Judd has discussed her nude scenes candidly before. She turned down an audition for the female lead in a 1992 Christian Slater film because the audition demanded a topless screen test. “My mother worked too hard for me to take off my clothes in my first movie,” she told People magazine. And in this interview with Delaware County Magazine, Judd opened up about stripping down for the sex scene in Double Jeopardy, one of the films referenced in the Daily Caller story.
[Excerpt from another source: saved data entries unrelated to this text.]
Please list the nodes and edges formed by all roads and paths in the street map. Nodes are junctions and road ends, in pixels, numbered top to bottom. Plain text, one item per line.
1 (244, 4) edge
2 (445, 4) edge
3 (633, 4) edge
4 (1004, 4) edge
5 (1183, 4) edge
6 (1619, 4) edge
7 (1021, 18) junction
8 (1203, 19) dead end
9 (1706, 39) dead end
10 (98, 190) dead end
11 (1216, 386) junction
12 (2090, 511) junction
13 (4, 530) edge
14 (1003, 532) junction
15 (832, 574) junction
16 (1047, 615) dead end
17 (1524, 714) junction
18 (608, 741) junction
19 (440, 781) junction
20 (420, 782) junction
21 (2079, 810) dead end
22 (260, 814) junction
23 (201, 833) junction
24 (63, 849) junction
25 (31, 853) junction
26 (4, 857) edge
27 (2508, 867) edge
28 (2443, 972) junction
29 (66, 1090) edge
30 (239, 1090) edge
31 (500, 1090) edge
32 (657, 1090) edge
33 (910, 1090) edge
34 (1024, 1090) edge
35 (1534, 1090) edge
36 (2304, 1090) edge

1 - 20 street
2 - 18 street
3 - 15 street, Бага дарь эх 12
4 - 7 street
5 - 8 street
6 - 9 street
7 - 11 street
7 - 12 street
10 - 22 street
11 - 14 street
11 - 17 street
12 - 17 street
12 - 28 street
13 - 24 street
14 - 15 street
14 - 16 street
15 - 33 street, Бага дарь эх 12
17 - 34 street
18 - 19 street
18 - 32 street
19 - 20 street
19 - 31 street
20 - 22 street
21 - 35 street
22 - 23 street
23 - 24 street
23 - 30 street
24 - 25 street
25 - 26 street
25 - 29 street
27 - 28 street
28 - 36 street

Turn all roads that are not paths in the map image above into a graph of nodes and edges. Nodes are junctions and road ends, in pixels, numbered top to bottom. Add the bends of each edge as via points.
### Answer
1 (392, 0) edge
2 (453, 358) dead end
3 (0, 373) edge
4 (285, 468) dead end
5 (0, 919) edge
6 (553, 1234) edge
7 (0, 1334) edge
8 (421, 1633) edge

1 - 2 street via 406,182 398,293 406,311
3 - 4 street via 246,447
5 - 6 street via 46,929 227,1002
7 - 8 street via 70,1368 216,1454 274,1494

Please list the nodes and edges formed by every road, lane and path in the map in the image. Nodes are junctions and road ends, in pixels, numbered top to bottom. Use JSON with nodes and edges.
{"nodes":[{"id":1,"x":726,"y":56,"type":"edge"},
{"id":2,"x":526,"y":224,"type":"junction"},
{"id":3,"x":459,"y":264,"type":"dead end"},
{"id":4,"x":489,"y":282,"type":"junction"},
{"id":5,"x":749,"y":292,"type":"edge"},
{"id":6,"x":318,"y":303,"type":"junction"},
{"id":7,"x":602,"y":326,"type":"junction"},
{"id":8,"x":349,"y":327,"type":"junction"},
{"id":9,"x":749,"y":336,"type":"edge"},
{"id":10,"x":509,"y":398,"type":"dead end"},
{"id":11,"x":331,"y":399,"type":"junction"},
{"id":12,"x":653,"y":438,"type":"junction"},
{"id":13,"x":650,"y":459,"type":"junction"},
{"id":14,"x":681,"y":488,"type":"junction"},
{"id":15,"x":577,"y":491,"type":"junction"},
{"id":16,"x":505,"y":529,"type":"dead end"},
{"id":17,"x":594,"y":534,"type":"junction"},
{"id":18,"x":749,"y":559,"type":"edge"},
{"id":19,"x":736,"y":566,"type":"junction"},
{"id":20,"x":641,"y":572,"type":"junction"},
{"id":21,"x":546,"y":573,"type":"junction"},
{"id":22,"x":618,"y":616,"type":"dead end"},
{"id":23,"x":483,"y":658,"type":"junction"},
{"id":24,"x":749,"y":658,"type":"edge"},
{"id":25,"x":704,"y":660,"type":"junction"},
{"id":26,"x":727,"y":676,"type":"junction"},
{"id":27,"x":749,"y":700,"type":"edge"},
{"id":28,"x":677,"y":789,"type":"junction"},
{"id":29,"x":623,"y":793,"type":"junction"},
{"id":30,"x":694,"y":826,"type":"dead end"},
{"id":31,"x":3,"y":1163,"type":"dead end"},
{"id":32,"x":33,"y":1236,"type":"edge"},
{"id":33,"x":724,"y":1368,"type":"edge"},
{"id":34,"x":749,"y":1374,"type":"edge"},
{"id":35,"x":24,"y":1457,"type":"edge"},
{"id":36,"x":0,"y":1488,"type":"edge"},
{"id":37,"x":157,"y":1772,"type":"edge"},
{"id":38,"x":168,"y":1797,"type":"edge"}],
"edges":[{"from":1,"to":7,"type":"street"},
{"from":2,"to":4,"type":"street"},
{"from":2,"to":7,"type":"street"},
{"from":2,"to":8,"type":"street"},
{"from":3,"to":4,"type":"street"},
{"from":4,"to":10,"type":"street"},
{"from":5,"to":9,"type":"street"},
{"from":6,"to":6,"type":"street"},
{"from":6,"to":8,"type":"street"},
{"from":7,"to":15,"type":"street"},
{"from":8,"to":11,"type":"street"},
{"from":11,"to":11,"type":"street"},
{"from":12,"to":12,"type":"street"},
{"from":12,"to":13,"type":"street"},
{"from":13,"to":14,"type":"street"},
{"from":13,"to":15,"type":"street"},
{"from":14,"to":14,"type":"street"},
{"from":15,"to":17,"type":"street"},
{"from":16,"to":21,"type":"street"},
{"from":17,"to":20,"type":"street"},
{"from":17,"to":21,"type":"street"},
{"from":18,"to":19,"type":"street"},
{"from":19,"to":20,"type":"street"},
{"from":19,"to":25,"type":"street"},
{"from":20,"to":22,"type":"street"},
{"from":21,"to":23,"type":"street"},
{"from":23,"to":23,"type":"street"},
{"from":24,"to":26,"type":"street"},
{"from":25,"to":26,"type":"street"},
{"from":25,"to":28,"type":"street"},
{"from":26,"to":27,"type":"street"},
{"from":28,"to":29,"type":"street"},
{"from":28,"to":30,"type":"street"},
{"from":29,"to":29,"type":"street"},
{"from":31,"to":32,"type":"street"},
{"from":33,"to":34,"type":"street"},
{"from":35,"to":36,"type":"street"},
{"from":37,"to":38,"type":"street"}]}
“But will Judd be the first potential senator who has — literally — nothing left to show us?” Bigler wrote, with tongue firmly ensconced in cheek.

Actually, no.

There was a time not too long ago that Scott Brown was a Republican senator from Massachusetts. Here’s a photo of him:

scott brown naked cosmo nude

Brown was awarded Cosmo‘s distinction of “America’s Sexiest Man,” and appeared in this June 1982 spread. Via Cosmopolitan.com

Here are some other successful American politicians who were elected and appointed despite having borne their flesh for all the world and internet to see:

Arnold Schwarzenegger:

This doesn’t even begin to touch the work he did during his earlier bodybuilder days. Despite the above clip—and some serious groping allegations—Arnold was elected as the governor who oversaw the world’s ninth largest economy.

Clint Eastwood:

clint eastwood doug mcclure

Via TCM.com

The icon was a one-term mayor of Carmel-by-the-Sea, California in the late ’80s, and decades later introduced Mitt Romney at the 2012 Republican National Convention (here’s how that turned out).

Jesse Ventura:

jesse ventura wrestling

Close enough. Via WWE

His enthusiastically shirtless and sweaty pro-wrestling did not stop him from getting elected governor of Minnesota.

Kal Penn:

Penn has acted in nudity-riddled set pieces and cheap, extremely awkward sex scenes (like in National Lampoon’s Van Wilder, pictured above). And though he has never been elected to public office, he has served multiple stints as associate director for the Office of Public Engagement in the Obama administration.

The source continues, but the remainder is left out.